### RECORDED DATA

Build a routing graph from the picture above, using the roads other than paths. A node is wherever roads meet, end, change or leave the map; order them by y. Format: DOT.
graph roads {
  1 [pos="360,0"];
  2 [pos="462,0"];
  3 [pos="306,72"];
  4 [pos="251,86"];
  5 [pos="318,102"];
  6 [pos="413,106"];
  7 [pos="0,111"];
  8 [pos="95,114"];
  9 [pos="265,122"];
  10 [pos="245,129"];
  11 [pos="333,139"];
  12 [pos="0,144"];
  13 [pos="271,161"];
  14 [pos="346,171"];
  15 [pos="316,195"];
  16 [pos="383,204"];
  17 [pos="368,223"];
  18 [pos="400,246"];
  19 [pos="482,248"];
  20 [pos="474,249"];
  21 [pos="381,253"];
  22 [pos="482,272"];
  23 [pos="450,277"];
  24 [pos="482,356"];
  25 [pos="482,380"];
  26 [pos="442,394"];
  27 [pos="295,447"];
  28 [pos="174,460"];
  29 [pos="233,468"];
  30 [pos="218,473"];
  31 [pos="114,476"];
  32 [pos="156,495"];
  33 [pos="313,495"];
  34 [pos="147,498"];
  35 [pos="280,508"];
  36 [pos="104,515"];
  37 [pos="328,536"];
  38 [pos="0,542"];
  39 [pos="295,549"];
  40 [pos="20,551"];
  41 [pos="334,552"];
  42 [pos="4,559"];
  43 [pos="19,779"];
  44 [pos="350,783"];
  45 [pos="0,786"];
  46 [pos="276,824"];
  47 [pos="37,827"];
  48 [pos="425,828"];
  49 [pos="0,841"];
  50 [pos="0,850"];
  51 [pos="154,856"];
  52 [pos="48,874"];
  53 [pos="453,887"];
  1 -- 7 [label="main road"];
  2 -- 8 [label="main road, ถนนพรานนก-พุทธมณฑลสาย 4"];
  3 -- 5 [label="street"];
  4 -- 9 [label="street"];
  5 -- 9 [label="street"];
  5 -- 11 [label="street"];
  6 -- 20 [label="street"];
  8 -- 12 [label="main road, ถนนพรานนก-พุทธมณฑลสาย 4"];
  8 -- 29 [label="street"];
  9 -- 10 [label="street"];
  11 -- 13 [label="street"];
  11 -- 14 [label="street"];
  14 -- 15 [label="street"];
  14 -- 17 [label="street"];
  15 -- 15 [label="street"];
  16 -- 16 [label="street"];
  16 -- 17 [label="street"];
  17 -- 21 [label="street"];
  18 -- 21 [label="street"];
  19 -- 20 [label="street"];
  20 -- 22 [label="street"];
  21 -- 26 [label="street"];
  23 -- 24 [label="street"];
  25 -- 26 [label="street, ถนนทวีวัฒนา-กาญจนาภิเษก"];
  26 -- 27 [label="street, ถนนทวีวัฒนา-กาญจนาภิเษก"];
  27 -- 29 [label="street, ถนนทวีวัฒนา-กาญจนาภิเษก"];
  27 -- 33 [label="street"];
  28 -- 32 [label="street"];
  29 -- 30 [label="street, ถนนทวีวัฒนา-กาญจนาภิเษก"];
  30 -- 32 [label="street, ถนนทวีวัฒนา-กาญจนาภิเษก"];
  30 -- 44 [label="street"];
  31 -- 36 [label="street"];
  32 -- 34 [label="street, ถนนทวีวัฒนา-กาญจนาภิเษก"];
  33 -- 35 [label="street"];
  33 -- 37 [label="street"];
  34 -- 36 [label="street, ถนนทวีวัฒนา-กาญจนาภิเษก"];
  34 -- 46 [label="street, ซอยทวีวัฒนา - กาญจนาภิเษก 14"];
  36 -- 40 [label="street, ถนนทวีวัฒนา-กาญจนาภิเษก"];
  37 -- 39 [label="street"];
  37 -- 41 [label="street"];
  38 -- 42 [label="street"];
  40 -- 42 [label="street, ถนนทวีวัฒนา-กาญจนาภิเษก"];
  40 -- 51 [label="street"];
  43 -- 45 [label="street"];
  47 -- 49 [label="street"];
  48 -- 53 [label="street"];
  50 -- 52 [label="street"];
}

######

Copy out each line of the entries that holds "กาญจนาภ".

• [EXERCISE RESPONSE]:
  25 -- 26 [label="street, ถนนทวีวัฒนา-กาญจนาภิเษก"];
  26 -- 27 [label="street, ถนนทวีวัฒนา-กาญจนาภิเษก"];
  27 -- 29 [label="street, ถนนทวีวัฒนา-กาญจนาภิเษก"];
  29 -- 30 [label="street, ถนนทวีวัฒนา-กาญจนาภิเษก"];
  30 -- 32 [label="street, ถนนทวีวัฒนา-กาญจนาภิเษก"];
  32 -- 34 [label="street, ถนนทวีวัฒนา-กาญจนาภิเษก"];
  34 -- 36 [label="street, ถนนทวีวัฒนา-กาญจนาภิเษก"];
  34 -- 46 [label="street, ซอยทวีวัฒนา - กาญจนาภิเษก 14"];
  36 -- 40 [label="street, ถนนทวีวัฒนา-กาญจนาภิเษก"];
  40 -- 42 [label="street, ถนนทวีวัฒนา-กาญจนาภิเษก"];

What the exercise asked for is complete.